Indirect labour cost may be defined as labour costs, which are not charged directly to a product.
The analysis of labour costs into direct or indirect cost depends upon the circumstances under review
The wage paid to a worker who assembles components for a product is a direct cost while that paid to a worker who is moving components for a range of products from one part of the factory to another is an indirect cost.
- Fixed cost in relation to labour is where by an employee is paid a fixed weekly wage irrespective of the output produced cost varies directly with level of activity, for example where wages are paid at a rater per unit.
- Variable Labour Costvaries directly with level of activity, for example where wages are paid per unit.

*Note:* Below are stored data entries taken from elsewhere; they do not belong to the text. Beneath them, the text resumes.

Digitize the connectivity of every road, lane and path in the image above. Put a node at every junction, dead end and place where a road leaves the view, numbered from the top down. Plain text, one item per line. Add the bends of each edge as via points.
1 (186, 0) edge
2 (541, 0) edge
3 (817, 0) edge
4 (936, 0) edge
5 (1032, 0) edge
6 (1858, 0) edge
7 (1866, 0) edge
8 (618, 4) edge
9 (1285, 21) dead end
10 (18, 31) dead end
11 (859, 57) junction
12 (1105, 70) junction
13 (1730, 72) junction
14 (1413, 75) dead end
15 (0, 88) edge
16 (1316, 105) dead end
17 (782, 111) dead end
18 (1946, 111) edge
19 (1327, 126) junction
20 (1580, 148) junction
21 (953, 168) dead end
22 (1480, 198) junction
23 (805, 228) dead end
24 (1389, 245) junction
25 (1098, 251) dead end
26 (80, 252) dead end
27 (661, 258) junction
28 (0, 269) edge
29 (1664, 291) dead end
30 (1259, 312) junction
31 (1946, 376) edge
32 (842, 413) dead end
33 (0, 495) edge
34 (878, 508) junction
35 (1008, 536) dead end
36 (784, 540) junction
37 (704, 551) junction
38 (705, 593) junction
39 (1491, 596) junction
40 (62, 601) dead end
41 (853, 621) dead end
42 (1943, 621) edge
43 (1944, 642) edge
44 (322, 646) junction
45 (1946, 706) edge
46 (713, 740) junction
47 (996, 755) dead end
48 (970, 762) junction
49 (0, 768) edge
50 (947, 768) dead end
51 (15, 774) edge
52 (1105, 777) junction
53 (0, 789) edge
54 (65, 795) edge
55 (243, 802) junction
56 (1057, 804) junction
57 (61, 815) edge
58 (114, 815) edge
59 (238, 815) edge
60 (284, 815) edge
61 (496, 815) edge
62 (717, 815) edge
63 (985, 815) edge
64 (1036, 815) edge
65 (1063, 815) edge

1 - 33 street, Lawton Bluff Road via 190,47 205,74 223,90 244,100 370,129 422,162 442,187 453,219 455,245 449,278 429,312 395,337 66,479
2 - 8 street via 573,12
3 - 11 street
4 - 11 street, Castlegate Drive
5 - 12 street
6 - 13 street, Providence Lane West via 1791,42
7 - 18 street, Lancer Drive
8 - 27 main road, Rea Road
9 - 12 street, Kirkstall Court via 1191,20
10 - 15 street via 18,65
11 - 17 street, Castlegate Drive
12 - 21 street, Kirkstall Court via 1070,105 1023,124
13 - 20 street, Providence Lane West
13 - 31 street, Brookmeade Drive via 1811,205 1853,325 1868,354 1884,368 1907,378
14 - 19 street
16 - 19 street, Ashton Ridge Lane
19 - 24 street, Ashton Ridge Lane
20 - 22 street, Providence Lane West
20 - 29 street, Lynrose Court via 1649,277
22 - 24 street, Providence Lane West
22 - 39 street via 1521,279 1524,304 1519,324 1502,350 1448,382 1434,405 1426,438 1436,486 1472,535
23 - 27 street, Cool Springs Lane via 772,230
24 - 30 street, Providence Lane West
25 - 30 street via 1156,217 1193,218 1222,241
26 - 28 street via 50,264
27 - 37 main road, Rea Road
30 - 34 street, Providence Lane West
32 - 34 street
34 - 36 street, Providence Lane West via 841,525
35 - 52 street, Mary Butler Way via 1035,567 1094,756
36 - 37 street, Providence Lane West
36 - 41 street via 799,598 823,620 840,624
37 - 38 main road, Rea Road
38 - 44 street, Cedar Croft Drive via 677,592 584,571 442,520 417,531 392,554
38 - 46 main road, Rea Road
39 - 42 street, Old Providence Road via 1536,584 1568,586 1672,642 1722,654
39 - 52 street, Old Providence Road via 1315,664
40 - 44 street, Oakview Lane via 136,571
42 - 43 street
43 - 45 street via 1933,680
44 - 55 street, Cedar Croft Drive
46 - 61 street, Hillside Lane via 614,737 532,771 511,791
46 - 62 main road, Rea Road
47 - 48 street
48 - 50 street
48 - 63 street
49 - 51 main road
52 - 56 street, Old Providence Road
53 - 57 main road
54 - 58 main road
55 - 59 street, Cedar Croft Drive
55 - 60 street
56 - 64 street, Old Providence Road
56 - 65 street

- Controllable labour cost is a cost, which can be influenced by the actions of a person in whom authority for such control is vested. The control of labour costs will be influenced by the method of remuneration and the degree of management control, which is exercised.
Uncontrollable labour costs cannot be influenced by an officer in the organization, for example, wage rise agitated by the trade union is an uncontrollable labour cost.
A labour cost control routine should ensure that payments are paid only to employees who have spent time at the work place and that payments are at agreed rates of pay including overtime premium and shift premium payments where relevant.
Where an employee is paid a fixed sum for an agreed length of working week, it may be decided by a check by the supervisor that the employee is at work is all that is necessary.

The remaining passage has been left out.